**Your task:** Can you pull out each line of the data below that includes the word "nodes"?

**Input:**

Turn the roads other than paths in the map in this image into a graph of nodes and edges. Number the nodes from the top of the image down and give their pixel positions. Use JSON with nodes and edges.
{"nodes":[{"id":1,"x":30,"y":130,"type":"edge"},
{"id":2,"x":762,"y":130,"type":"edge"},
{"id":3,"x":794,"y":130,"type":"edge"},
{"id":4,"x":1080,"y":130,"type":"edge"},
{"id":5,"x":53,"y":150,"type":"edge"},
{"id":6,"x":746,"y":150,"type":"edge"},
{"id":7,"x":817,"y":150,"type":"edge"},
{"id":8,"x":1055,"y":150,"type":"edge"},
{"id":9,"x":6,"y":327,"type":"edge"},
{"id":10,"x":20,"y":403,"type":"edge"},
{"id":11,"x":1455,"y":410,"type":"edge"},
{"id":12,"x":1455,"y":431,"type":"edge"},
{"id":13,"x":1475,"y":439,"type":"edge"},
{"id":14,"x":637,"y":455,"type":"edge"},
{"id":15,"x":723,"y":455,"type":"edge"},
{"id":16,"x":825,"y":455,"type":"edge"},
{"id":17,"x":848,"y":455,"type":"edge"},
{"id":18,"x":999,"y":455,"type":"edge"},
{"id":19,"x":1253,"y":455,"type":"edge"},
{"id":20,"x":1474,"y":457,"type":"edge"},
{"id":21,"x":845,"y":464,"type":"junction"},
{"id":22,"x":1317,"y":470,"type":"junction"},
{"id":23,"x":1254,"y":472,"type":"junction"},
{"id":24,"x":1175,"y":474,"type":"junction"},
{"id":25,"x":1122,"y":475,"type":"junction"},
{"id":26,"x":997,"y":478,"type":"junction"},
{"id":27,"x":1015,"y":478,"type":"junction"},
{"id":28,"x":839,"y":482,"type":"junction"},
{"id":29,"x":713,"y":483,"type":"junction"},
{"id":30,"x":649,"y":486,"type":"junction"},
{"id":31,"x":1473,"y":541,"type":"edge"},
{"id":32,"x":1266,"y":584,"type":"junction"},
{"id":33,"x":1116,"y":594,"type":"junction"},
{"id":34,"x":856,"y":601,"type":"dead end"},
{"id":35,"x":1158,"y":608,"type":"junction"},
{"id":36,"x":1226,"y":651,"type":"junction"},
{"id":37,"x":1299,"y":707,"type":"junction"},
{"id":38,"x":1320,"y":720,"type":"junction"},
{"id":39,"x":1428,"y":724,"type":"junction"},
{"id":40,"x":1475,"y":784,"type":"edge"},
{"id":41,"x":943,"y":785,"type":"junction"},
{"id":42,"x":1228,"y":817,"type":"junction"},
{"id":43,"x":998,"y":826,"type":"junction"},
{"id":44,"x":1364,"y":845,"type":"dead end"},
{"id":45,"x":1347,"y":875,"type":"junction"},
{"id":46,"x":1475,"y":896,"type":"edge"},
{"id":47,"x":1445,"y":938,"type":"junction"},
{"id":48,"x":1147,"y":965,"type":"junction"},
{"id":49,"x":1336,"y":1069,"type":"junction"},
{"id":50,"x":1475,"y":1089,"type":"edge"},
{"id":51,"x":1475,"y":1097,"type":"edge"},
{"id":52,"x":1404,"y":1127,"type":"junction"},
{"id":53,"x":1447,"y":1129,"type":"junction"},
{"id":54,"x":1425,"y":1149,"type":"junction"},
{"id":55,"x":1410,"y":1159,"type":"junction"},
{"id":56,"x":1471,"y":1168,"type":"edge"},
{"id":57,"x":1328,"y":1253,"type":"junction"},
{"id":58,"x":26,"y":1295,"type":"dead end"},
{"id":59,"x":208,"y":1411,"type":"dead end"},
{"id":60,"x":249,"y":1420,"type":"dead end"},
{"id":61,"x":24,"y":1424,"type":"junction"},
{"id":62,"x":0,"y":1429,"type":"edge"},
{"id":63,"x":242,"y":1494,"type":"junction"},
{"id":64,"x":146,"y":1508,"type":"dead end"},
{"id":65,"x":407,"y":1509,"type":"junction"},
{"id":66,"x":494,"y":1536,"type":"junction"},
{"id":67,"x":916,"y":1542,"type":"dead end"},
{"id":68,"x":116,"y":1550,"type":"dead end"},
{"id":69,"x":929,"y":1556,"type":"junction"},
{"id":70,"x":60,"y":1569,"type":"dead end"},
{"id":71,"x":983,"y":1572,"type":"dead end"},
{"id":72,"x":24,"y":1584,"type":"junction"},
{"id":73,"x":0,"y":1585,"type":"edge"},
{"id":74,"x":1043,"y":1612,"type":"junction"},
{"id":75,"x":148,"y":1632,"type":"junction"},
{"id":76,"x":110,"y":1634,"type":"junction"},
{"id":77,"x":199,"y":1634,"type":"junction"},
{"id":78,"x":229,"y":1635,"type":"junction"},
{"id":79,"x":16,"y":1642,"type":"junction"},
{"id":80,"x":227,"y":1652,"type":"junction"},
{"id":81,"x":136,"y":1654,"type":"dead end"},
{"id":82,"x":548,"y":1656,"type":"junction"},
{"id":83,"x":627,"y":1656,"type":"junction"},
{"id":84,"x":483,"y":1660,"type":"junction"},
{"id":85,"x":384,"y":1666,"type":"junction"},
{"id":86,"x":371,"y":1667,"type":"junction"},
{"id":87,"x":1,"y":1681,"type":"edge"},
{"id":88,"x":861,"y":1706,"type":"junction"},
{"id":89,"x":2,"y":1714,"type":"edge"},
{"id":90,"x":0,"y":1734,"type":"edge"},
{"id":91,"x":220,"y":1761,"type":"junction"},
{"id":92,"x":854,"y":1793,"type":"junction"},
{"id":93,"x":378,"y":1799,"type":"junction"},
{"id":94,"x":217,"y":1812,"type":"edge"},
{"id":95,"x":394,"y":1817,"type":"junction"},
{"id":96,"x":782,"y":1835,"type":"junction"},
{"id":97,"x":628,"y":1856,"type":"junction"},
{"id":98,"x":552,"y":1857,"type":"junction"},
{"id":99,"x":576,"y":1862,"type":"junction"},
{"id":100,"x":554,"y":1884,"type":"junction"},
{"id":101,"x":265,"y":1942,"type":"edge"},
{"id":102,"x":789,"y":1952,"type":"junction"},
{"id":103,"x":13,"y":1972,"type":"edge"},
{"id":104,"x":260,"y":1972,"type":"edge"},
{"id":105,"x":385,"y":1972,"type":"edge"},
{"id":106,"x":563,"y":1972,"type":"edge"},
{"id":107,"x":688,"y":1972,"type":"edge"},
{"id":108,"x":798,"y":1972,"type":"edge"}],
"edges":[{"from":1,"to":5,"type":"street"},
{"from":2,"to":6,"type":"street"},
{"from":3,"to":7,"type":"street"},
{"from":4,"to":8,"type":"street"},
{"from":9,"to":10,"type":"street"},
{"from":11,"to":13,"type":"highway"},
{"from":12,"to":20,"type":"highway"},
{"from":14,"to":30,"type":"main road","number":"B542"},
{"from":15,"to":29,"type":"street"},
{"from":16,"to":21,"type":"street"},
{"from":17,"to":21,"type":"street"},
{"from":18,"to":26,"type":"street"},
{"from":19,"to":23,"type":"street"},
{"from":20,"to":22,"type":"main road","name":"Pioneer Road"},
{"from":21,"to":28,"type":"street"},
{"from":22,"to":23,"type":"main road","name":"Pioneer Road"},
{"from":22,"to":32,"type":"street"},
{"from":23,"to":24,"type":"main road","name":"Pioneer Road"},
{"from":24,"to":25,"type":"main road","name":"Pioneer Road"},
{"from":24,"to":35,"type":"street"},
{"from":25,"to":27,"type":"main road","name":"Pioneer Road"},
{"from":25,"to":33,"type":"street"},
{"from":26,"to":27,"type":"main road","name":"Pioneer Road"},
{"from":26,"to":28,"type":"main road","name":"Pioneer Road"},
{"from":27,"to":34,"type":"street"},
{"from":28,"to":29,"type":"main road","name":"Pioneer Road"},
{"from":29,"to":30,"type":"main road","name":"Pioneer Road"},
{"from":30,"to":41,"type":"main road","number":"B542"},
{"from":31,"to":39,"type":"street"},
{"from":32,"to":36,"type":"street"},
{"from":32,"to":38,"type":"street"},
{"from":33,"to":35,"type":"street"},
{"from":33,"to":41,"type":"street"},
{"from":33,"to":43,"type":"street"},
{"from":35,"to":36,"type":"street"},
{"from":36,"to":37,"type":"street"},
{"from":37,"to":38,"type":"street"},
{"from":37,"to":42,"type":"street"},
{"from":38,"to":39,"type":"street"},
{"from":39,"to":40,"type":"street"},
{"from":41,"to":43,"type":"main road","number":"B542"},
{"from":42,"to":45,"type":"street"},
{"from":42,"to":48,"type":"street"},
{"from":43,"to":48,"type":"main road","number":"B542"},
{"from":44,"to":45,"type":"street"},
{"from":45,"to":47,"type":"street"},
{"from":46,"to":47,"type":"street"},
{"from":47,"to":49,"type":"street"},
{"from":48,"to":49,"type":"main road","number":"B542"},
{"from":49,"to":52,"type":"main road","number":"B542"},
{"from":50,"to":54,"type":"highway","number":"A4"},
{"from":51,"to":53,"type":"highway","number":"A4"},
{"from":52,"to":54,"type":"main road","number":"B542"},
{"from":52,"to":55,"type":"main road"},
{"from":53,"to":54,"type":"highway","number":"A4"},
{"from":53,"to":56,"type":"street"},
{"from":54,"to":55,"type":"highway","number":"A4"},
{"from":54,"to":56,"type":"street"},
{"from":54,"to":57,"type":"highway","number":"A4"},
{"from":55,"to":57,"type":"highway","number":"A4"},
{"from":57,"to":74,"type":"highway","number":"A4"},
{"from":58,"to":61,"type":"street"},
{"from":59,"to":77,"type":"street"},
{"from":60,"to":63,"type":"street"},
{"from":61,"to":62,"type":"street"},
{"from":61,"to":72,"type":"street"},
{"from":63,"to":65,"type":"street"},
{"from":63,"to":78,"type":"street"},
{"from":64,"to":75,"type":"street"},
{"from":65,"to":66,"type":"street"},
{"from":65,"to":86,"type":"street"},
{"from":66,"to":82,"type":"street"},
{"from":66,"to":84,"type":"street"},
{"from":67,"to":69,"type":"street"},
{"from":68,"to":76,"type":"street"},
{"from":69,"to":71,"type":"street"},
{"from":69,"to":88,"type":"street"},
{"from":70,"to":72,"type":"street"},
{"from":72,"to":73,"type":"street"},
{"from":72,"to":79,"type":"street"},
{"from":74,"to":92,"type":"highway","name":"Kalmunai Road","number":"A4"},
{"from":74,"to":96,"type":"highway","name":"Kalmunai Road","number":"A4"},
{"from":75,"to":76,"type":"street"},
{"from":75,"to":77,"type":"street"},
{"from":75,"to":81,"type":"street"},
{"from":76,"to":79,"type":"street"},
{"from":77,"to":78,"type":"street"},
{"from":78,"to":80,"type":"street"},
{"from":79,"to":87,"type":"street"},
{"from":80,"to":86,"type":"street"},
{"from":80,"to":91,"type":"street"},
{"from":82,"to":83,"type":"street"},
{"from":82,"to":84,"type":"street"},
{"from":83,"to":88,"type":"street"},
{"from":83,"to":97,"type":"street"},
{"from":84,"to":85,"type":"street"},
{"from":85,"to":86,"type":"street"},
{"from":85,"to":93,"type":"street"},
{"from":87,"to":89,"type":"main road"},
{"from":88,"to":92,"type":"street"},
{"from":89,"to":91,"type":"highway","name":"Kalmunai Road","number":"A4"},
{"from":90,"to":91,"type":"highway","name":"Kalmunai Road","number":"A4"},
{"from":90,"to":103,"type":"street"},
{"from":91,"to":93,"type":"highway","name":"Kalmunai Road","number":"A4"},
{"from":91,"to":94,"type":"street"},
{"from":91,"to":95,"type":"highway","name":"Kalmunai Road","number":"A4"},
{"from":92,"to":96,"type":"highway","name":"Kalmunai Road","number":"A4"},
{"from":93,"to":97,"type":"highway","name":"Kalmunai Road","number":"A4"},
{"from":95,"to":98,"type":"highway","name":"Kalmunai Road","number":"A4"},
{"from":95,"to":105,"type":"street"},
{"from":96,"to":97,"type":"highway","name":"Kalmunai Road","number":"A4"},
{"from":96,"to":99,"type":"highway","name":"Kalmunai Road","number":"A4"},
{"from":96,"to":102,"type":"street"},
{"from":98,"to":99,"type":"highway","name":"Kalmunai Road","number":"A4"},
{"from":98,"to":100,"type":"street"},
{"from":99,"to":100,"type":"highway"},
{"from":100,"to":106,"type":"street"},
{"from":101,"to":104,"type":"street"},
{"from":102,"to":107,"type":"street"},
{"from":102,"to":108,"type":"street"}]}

**Result:**
Turn the roads other than paths in the map in this image into a graph of nodes and edges. Number the nodes from the top of the image down and give their pixel positions. Use JSON with nodes and edges.
{"nodes":[{"id":1,"x":30,"y":130,"type":"edge"},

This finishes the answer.